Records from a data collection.
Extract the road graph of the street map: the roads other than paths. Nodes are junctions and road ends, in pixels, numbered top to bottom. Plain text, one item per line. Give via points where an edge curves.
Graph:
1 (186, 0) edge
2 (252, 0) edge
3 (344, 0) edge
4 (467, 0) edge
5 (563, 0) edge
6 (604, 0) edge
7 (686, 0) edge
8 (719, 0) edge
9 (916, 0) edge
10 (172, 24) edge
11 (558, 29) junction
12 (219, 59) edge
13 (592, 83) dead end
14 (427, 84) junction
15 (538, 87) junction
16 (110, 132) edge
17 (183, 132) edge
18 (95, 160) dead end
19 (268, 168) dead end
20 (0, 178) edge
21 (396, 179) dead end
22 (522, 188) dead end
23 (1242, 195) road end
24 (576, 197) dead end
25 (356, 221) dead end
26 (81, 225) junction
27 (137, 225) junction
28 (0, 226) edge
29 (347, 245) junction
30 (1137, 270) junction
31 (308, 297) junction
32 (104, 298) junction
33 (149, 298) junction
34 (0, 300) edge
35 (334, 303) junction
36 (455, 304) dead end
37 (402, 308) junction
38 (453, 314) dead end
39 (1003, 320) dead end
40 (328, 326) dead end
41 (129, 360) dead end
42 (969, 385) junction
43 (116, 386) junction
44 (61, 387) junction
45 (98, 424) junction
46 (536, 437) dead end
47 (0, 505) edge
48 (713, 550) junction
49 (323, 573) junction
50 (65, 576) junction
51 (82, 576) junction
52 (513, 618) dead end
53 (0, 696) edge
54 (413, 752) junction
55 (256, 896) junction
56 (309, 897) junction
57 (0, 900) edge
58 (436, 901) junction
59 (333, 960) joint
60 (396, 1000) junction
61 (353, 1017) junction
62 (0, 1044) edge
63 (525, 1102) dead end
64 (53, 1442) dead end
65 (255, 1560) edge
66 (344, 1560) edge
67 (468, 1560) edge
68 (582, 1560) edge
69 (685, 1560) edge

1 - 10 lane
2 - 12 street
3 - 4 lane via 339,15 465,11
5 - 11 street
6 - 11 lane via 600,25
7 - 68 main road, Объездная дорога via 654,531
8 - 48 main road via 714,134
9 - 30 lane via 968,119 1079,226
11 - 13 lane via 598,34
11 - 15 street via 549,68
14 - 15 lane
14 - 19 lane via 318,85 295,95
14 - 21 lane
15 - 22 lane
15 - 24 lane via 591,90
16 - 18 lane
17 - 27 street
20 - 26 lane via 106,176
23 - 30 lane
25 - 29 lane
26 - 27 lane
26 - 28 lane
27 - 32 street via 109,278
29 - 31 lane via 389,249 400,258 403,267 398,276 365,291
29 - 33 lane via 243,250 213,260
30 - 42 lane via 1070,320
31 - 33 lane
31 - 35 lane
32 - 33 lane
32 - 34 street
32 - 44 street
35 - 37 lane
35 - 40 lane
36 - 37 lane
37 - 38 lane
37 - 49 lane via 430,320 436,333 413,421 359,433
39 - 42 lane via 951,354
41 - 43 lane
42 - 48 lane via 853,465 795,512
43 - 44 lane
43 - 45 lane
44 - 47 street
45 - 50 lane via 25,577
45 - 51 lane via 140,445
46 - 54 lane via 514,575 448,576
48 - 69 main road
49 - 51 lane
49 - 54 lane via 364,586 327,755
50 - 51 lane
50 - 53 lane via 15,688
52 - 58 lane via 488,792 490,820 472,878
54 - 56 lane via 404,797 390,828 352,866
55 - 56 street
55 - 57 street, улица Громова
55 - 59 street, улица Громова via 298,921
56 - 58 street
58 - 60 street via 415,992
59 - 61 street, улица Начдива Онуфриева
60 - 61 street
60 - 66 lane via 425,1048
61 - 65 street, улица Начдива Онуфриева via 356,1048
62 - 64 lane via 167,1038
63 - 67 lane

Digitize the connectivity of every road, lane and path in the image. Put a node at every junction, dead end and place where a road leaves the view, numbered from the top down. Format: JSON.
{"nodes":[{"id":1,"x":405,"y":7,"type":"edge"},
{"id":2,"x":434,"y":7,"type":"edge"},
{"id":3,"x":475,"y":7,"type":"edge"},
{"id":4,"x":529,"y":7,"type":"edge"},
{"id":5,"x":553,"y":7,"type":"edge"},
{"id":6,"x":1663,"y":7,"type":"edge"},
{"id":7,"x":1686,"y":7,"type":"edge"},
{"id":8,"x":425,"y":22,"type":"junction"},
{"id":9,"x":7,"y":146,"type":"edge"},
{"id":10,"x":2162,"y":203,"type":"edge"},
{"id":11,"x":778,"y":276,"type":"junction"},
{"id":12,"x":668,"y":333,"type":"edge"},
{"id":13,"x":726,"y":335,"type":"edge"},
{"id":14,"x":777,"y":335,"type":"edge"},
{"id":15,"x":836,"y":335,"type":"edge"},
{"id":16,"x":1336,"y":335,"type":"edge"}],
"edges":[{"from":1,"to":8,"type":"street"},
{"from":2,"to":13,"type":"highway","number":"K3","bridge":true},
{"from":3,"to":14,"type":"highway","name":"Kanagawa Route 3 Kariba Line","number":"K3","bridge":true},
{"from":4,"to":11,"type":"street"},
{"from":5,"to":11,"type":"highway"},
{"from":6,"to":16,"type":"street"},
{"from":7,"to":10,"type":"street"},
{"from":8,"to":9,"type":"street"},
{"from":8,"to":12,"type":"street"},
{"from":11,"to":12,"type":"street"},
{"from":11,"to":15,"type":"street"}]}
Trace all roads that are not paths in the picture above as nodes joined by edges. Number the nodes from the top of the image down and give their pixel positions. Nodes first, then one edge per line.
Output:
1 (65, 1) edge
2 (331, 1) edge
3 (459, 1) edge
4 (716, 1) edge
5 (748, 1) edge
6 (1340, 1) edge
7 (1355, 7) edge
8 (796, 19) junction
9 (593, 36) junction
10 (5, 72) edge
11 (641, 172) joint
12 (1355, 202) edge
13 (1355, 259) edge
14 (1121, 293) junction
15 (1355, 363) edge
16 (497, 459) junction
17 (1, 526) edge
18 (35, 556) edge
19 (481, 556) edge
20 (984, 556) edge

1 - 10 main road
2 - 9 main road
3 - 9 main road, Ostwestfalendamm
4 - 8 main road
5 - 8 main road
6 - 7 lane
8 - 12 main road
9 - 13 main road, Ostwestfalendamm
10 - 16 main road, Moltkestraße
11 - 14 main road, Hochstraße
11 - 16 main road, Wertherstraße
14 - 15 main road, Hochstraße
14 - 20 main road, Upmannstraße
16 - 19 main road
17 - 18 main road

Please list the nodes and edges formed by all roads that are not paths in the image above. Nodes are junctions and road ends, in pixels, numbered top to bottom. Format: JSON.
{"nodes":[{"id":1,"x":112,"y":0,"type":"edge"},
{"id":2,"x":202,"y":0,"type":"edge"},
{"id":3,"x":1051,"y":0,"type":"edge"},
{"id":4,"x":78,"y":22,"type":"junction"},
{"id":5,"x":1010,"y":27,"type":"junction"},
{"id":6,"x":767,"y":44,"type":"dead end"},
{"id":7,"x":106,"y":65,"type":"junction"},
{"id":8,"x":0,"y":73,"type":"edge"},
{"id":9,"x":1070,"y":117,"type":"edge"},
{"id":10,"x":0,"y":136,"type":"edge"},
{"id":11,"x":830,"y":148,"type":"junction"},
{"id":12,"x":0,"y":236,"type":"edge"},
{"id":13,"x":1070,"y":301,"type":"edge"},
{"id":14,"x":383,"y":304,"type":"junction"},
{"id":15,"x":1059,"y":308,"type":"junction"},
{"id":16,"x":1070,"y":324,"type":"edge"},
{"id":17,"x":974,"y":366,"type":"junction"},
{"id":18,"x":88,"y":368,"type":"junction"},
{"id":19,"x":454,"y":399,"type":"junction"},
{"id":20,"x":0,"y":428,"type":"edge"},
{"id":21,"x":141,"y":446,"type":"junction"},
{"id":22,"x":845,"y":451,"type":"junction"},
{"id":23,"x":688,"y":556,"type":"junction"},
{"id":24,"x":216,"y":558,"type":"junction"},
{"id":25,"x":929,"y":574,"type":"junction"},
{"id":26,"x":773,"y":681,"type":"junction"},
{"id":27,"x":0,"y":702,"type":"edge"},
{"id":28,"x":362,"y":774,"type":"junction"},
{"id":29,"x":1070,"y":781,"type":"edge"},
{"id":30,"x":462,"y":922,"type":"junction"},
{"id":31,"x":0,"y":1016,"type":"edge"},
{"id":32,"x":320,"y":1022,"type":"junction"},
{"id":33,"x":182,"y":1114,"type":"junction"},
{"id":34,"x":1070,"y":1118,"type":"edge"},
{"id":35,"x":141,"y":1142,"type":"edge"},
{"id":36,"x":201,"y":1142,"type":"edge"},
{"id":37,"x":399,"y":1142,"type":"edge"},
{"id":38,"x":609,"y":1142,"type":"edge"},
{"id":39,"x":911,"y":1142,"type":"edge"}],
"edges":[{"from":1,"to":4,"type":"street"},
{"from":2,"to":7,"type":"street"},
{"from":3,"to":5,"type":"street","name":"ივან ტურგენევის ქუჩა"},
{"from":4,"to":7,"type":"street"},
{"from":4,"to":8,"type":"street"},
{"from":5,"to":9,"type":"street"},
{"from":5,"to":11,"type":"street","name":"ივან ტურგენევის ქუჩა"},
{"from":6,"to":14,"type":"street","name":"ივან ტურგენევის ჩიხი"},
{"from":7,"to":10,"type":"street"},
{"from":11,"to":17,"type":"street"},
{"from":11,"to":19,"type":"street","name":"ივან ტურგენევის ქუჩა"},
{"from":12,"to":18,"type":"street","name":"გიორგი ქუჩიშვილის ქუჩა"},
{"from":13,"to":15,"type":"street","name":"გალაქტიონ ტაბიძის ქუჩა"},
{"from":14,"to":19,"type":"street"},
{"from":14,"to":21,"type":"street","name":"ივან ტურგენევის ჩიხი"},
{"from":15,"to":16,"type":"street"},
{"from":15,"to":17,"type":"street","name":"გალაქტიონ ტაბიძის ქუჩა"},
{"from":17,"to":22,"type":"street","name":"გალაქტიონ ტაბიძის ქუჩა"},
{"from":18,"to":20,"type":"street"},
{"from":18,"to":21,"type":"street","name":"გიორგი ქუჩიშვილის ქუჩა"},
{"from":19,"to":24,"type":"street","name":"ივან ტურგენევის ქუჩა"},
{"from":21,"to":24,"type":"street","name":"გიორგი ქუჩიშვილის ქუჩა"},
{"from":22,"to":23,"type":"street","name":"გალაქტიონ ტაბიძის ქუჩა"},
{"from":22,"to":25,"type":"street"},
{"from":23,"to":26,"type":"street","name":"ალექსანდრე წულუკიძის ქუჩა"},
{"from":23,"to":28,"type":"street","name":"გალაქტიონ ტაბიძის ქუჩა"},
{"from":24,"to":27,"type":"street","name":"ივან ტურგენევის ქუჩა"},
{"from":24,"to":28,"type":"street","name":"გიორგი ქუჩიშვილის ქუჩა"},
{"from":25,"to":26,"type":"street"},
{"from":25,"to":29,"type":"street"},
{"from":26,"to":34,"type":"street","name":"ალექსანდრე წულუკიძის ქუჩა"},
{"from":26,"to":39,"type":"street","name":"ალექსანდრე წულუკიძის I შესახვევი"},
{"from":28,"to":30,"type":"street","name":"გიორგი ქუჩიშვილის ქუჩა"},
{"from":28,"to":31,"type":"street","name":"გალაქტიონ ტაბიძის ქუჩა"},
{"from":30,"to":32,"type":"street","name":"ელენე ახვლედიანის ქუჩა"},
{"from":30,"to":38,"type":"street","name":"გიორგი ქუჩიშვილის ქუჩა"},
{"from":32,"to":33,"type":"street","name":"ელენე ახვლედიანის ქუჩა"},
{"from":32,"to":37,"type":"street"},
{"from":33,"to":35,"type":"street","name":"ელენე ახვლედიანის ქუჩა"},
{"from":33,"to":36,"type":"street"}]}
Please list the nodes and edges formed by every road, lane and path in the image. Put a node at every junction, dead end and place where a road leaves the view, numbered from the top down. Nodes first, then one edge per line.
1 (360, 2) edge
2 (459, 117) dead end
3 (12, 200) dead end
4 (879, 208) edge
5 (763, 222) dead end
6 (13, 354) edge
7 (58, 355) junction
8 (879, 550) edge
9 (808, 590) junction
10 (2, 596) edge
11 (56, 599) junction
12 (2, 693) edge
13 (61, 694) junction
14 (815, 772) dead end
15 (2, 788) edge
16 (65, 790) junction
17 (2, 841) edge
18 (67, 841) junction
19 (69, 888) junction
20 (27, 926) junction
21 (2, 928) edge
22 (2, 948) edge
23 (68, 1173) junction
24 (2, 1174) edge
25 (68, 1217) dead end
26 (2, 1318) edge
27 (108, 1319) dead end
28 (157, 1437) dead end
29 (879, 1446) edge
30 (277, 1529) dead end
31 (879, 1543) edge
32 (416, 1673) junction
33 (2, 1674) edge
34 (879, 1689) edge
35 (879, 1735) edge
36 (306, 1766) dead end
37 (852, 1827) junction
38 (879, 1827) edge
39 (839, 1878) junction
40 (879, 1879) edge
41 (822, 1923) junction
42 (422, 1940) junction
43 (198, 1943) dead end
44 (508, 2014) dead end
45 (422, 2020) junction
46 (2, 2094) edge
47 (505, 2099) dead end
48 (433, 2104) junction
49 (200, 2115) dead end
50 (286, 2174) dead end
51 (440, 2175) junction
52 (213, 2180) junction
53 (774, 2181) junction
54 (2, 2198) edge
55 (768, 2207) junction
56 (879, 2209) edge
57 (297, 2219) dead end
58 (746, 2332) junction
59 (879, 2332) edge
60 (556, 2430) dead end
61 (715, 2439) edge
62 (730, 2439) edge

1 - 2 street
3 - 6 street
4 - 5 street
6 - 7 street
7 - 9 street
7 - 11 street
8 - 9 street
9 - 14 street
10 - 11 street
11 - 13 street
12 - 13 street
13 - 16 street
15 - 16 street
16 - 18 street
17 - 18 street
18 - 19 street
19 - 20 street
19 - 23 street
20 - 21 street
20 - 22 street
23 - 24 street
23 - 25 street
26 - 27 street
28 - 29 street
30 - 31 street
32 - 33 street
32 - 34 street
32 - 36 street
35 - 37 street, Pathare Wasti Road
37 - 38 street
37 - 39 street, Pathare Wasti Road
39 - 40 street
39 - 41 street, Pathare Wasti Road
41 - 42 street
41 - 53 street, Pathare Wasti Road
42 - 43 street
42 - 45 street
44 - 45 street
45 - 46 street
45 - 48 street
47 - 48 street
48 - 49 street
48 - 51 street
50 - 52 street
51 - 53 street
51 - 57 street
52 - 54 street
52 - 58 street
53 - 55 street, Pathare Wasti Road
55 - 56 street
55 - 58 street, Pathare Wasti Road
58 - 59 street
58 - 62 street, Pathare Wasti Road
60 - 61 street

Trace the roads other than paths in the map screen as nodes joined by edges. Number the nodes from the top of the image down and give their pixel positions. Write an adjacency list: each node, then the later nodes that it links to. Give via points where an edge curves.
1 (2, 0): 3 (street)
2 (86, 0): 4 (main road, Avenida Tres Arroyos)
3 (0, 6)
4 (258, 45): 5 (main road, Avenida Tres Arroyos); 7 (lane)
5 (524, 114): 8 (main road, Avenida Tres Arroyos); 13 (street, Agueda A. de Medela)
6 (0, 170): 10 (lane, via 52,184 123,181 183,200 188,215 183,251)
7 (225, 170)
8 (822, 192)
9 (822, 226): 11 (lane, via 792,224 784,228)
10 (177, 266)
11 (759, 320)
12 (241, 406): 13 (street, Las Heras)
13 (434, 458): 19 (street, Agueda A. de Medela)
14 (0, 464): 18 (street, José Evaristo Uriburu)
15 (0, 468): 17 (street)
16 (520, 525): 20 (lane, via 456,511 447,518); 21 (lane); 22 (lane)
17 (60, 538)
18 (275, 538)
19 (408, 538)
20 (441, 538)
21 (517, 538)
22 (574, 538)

Instructions for the task. Check each line of the records for the word "ჩიხი" and extract those that contain it.

Exercise result.
{"from":6,"to":14,"type":"street","name":"ივან ტურგენევის ჩიხი"},
{"from":14,"to":21,"type":"street","name":"ივან ტურგენევის ჩიხი"},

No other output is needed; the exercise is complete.